▸ **Exercise prompt**
Should a line in the entries below contain "Mayorga", return that line.

########################################

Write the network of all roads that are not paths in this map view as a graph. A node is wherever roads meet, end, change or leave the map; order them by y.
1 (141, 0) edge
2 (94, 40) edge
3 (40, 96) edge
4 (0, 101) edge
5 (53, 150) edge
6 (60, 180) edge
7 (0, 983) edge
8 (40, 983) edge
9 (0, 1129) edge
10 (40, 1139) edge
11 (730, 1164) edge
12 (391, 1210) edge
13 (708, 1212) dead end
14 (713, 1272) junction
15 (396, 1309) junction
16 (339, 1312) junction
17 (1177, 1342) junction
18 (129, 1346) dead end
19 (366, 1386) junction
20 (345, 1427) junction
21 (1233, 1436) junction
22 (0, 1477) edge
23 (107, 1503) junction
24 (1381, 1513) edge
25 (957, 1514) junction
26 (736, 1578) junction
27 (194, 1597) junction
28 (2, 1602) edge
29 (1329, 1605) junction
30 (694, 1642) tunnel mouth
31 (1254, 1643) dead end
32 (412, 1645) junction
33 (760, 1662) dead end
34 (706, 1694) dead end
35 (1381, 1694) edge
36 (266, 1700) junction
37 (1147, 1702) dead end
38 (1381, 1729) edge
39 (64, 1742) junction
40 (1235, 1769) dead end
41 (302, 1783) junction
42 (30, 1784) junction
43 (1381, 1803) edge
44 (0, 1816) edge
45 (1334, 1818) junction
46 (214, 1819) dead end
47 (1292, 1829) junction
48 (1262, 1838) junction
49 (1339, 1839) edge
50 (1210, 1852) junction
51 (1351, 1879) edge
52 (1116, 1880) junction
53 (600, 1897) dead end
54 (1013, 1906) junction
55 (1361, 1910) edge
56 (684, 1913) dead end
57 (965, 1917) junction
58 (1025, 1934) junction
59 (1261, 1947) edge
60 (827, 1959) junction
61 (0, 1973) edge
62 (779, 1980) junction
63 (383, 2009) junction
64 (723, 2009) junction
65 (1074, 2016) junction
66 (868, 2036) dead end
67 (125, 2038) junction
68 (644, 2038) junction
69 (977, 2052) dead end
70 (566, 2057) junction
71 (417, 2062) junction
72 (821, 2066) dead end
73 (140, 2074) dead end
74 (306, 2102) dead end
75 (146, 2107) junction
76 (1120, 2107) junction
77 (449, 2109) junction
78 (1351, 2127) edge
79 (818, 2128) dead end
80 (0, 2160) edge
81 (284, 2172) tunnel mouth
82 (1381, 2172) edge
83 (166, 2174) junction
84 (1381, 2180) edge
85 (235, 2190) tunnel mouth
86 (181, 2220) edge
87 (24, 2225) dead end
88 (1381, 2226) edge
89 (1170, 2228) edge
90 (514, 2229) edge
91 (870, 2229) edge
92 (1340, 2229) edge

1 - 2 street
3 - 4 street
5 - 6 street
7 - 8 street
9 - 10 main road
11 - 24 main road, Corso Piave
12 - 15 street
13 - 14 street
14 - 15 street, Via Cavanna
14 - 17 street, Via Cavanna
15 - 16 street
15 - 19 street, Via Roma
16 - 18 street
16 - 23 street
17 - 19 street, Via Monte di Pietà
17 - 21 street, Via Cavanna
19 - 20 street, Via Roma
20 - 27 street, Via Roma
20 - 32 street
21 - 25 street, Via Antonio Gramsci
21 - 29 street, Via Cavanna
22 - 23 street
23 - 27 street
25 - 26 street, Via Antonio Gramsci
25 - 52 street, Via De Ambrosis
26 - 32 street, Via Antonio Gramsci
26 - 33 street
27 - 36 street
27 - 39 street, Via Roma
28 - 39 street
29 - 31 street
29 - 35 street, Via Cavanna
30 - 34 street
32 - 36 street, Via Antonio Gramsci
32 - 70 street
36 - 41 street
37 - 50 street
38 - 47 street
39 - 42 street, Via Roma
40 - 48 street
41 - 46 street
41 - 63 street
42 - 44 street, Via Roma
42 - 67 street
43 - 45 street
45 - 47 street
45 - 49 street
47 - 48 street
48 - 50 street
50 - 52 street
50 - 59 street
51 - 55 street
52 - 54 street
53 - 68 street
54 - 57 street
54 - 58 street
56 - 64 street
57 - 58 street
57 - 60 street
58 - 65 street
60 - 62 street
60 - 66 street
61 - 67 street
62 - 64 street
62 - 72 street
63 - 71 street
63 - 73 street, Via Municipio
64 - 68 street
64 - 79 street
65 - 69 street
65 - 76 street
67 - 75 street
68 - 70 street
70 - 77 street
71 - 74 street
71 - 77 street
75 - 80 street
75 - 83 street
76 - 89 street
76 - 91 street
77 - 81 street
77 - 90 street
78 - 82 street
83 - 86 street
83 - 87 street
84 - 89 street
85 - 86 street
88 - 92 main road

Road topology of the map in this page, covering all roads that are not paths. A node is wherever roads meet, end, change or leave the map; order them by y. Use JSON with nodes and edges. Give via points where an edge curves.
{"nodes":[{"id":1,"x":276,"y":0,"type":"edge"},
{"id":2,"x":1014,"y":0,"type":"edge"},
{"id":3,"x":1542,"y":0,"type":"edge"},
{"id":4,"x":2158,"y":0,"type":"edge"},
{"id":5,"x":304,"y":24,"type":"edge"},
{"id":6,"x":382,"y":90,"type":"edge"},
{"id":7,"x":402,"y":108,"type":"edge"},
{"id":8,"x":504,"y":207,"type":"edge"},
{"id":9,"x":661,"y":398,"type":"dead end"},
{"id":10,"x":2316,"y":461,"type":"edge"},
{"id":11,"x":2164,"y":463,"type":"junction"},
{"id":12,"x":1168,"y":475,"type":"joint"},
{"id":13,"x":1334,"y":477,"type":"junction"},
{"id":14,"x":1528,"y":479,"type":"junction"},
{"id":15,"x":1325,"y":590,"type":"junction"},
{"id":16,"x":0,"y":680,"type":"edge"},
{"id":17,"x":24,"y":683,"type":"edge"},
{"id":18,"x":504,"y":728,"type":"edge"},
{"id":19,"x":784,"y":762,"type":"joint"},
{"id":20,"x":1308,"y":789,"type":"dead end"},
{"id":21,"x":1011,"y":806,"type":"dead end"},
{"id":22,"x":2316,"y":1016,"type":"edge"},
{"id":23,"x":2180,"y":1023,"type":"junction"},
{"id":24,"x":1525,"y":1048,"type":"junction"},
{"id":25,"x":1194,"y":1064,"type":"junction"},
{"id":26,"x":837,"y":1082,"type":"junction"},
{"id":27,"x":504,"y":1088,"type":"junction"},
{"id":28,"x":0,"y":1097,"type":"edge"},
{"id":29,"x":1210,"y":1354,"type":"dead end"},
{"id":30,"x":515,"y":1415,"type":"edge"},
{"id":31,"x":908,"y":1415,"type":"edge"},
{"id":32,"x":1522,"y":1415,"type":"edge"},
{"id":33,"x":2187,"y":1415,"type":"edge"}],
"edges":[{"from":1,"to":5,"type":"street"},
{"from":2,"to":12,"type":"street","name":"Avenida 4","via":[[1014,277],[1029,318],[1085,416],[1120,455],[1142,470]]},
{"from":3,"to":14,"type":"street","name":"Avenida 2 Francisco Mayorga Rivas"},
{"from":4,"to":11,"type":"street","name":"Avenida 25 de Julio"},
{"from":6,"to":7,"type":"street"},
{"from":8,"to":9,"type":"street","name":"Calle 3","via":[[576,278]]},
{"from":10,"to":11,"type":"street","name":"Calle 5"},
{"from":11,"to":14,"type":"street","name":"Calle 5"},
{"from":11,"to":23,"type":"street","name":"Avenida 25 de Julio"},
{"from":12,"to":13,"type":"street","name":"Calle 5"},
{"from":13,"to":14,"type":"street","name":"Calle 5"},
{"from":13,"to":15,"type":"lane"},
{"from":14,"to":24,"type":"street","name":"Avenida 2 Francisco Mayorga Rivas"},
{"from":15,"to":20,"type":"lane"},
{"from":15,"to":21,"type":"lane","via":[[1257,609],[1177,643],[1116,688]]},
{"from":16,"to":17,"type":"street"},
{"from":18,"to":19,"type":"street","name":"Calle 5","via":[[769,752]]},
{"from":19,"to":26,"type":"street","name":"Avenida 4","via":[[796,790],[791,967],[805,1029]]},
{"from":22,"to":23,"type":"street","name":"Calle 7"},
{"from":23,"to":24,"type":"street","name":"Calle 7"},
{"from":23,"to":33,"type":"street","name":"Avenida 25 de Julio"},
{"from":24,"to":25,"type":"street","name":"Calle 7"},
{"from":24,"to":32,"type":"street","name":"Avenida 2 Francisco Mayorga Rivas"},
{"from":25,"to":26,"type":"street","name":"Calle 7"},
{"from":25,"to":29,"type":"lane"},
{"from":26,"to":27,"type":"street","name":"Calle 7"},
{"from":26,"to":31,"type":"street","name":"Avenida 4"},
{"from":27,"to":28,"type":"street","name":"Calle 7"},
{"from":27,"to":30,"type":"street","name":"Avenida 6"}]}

########################################

▸ **Problem solution**
{"from":3,"to":14,"type":"street","name":"Avenida 2 Francisco Mayorga Rivas"},
{"from":14,"to":24,"type":"street","name":"Avenida 2 Francisco Mayorga Rivas"},
{"from":24,"to":32,"type":"street","name":"Avenida 2 Francisco Mayorga Rivas"},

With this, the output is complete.